Political energy, will, desire and commitment are substantially very evident from the leadership to do what is right, but there is a serious absence of an illuminating torch to support and guide the leaders to be able to see what ought to be used to chart an appropriate and effective economic recovery roadmap. While this political will is unquestionably supported by commitment, the challenge is that the political leadership is not receiving proper guidance and advice, but being baptised with orthodox economic literature and narratives.
It is practically challenging, if not even impossible to revive an economy without first understanding the current model of the economy and particularly the tax structures that subsists within the model and dictating the functioning of the economy.
Taxation structures and tax regimes have been used as silent weapons to collapse Africa economies, so as to generate public discontent and anger among the citizens, towards the political leadership, in order to advance and satisfy an external foreign policy agenda for a regime change.
This experiment has not spared Namibia either. Pre-Covid-19 economic shrinking circumstances may be overall attributed to the global economic downturn. But local economic growth driven by persisting widening deficit funding from external sources instead of being accessed from the country’s own treasury reserves, should attract an interrogative instinct to establish, why the country has not been able to register surpluses in the collection of tax revenues to build up reserves over the last 30 years. The presence of harmful tax structures in the Namibian economy has been the main prohibiting factor and still is the cause factor for the country not being able to collect sufficient tax revenues needed to grow the economy.

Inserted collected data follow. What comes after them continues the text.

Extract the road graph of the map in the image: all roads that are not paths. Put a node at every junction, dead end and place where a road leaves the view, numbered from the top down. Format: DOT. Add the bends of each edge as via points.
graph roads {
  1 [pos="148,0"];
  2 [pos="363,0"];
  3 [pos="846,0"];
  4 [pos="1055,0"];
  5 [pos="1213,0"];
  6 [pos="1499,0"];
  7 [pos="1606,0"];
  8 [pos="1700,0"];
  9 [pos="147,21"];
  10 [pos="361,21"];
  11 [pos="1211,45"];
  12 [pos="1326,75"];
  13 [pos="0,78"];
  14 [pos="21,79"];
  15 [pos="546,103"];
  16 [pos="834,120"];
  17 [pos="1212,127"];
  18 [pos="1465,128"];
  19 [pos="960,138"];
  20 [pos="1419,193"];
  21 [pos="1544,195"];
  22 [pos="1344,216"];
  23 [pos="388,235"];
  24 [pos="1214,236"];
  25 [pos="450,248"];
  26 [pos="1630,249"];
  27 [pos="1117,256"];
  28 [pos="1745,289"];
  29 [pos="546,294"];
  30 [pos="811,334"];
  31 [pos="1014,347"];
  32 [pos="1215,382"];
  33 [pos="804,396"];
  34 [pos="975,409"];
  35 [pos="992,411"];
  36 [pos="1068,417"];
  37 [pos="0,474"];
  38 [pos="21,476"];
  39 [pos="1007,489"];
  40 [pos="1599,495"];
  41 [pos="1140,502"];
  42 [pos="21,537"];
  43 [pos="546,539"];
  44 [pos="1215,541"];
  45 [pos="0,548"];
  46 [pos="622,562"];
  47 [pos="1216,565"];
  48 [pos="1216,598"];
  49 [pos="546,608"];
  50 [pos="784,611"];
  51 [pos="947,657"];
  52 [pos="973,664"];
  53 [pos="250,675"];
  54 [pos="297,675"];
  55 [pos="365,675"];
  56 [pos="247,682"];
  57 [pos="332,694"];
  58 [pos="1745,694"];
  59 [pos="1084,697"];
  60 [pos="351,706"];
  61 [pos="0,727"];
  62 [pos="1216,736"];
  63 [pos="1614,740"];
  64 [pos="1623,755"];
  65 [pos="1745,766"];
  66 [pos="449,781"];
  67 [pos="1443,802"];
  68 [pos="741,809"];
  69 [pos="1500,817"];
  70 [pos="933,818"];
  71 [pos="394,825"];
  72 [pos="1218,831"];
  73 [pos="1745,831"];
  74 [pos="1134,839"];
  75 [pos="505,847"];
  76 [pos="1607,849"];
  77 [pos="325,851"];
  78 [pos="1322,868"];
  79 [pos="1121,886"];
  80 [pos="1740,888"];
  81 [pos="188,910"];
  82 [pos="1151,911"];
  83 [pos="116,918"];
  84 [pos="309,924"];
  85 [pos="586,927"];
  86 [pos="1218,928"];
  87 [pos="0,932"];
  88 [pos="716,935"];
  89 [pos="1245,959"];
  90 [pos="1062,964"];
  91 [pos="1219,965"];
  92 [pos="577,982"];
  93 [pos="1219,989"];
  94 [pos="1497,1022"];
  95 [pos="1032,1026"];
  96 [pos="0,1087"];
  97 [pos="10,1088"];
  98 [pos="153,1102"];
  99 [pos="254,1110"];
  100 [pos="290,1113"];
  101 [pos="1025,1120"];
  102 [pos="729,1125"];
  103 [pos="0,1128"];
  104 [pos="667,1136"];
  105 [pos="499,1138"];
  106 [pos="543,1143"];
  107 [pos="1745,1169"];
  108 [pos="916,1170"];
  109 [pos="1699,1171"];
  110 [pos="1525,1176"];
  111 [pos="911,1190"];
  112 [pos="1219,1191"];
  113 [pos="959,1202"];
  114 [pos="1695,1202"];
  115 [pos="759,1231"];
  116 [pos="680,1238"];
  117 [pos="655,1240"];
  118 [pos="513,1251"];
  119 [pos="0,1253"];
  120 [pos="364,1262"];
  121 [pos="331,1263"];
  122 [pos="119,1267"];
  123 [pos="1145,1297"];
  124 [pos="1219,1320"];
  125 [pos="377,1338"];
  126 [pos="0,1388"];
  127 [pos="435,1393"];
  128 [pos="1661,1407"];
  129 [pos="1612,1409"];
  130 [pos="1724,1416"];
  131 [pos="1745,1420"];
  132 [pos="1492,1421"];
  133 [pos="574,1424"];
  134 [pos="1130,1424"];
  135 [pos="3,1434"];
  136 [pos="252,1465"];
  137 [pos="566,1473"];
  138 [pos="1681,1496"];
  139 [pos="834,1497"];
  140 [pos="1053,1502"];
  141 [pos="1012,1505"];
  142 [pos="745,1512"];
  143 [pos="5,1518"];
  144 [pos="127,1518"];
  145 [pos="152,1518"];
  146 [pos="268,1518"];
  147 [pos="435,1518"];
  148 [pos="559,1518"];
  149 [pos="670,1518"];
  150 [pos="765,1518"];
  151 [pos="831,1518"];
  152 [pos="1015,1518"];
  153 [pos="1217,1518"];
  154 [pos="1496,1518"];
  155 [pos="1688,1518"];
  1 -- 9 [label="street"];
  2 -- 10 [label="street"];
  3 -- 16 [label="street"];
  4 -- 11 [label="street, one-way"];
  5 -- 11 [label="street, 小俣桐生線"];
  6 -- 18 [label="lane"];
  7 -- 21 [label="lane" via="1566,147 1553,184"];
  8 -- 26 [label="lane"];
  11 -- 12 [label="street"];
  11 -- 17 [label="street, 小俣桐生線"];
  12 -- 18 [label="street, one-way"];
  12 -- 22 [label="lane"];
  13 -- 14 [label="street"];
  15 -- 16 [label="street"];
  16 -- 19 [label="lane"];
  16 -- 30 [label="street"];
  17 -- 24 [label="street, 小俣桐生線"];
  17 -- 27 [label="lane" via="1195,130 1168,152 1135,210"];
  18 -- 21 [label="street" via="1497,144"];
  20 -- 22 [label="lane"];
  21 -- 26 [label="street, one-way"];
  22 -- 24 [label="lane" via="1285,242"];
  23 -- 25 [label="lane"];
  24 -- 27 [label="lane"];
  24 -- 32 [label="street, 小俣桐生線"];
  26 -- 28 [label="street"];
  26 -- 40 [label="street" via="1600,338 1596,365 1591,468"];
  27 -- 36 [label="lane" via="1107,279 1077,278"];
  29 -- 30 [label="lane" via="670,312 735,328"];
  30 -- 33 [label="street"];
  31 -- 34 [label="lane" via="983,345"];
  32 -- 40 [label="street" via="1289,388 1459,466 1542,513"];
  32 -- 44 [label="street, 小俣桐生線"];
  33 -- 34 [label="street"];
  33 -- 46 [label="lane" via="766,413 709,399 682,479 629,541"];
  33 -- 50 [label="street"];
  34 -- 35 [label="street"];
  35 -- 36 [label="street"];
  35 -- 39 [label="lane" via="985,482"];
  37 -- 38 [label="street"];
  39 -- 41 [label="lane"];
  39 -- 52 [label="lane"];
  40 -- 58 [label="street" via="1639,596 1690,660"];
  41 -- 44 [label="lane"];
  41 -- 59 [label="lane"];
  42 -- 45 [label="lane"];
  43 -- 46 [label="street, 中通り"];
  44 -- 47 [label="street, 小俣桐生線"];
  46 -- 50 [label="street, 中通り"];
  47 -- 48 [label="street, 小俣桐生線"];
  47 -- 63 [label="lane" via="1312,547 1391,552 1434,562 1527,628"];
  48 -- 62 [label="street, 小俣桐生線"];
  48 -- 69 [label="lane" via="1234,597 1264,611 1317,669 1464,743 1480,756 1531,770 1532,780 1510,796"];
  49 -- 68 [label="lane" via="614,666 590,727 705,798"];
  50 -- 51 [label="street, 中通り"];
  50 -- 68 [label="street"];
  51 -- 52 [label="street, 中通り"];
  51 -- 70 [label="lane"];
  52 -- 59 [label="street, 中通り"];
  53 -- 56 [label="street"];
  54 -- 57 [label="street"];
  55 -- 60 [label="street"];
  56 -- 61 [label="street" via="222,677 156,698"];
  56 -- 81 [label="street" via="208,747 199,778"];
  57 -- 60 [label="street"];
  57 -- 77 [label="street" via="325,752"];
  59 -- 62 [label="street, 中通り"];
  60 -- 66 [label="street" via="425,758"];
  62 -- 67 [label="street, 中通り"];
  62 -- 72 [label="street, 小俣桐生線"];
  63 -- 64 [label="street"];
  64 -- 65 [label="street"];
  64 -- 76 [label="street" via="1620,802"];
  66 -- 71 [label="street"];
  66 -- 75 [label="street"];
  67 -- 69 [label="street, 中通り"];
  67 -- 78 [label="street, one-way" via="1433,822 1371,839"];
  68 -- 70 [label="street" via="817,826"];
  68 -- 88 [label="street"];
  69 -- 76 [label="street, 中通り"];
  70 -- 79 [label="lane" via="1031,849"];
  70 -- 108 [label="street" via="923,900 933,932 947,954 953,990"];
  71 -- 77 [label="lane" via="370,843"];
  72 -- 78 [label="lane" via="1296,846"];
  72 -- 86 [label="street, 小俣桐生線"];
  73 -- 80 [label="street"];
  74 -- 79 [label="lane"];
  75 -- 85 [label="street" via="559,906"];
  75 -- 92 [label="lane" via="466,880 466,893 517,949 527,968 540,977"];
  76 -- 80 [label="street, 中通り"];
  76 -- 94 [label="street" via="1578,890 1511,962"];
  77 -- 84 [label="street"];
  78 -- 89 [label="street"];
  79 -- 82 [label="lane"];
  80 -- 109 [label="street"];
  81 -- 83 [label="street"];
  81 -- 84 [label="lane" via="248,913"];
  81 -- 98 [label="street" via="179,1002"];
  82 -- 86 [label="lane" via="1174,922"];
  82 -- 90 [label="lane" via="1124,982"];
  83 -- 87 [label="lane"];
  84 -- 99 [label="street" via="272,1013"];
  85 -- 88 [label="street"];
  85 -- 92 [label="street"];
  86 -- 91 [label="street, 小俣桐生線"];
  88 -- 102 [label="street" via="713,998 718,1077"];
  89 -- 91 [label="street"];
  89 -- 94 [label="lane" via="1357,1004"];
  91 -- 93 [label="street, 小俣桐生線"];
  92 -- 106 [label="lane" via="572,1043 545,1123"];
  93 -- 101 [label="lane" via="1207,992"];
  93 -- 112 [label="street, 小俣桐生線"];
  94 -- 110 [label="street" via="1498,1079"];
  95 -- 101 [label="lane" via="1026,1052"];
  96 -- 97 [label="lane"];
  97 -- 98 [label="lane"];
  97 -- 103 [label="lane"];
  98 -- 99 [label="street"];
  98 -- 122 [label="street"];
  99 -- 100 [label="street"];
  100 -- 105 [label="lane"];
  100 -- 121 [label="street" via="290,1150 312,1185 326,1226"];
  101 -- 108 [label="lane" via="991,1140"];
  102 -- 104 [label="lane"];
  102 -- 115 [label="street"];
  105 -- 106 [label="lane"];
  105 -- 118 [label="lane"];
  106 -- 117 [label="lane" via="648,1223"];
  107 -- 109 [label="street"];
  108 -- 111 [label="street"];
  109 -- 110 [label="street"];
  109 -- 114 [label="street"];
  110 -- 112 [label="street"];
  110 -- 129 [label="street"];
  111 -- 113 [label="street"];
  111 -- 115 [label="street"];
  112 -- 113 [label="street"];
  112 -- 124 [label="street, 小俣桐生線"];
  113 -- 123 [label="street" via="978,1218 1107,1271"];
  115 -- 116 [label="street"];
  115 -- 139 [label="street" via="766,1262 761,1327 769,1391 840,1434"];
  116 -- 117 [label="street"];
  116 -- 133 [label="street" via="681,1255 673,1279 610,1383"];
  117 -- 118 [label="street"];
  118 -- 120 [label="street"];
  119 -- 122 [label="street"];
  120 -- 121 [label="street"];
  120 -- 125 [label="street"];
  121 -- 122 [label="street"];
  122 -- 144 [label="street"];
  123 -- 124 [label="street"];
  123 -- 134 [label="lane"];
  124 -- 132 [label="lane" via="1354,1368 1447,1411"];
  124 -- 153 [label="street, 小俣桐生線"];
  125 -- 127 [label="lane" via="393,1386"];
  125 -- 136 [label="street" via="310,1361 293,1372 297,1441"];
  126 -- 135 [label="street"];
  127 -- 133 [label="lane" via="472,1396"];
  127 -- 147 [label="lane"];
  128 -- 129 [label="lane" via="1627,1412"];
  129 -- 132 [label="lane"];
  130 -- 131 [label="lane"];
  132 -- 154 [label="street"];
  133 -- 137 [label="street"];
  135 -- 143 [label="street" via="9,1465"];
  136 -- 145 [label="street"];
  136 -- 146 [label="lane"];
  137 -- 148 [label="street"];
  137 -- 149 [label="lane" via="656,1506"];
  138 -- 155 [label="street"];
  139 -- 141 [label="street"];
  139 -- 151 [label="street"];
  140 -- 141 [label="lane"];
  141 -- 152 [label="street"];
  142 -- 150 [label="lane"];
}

Namibia’s case is peculiar in the sense that the tax structures were deliberately loaded into the country through interposed tax regimes in order to collapse the economy, disorient public trust in the leadership so as to advance the regime change agenda.
To justify this as admissible knowledge-based fact, the economy is downgraded to a junk status, blacklisted for hosting a preferential investment regime, which is legislated under the EPZ. In the meantime, government leaders are denied the critical knowledge to know the existence of other non-legislated economic crippling tax regimes, (hidden interposed tax regimes) that are even more harmful and collapsing the economy than the EPZ itself.
Taxation regimes together with their accompanying tax structures are modern weapons that are used to collapse economies, effect political regime change, achieve generational land rights claim lockout and Namibia is under the microscope for all these due to tax expertise skills limitation.
Let us examine the tax facts regarding the EPZ investment regime. The EPZ was a ring-fenced investment regime and government ought to have been advised that it is not acceptable in terms of the international tax compliance practices to administer a ring-fenced investment regime in the absence of a tax information exchange legal instrument.
And so is the case with the Integrated Tax Administration System-(ITAS) implementation. Despite, IT capacity limitations, ITAS is one of the best e-filling tax revenue administration and collection systems, but implementing ITAS in the absence of a taxation safeguard legal instrument is extremely harmful to the nation as the tax system has potential to be positioned to effect generational land rights claim lockout. This essentially means that the next generation will be denied the right to land access, thus, rendering the principle of willing buyer and willing seller in the land distribution discourse, dysfunctional and place the whole programme on ice-cold forever. That is how dangerous taxation structures can be if not properly understood. Ignorantly, Namibia has, regrettably, already accommodated this invisible fishing hook, in her mouth.
The country is now slowly being pushed to the stage of swallowing it. Who is to blame for this? Is it the tax technocrats or the politicians? I wonder how the politicians can carry the blame for complicated technical tax issues which even the technocrats themselves do not seem to understand. The role of technocrats is to advise state leadership in an effective and constructive manner.
Taxation filling systems, (such as ITAS), multilateral and bilateral tax conventions, tax information exchange instruments, have to be implemented by assessing the model of the economy, the scopes of the treaties being administered and promulgating safeguard legal instruments as risk mitigation measures.
Namibia’s economic recovery puzzle cannot be solved by sustained economic funded programme intervention as a priority. The secret master key to fix Namibia’s economy is found in a fiscal box, i.e. exhaustive tax policy reforms, both with domestic and international appeal. Africa’s dilemma is capacity deficiency in taxation, lack of patriotism to share and expand knowledge.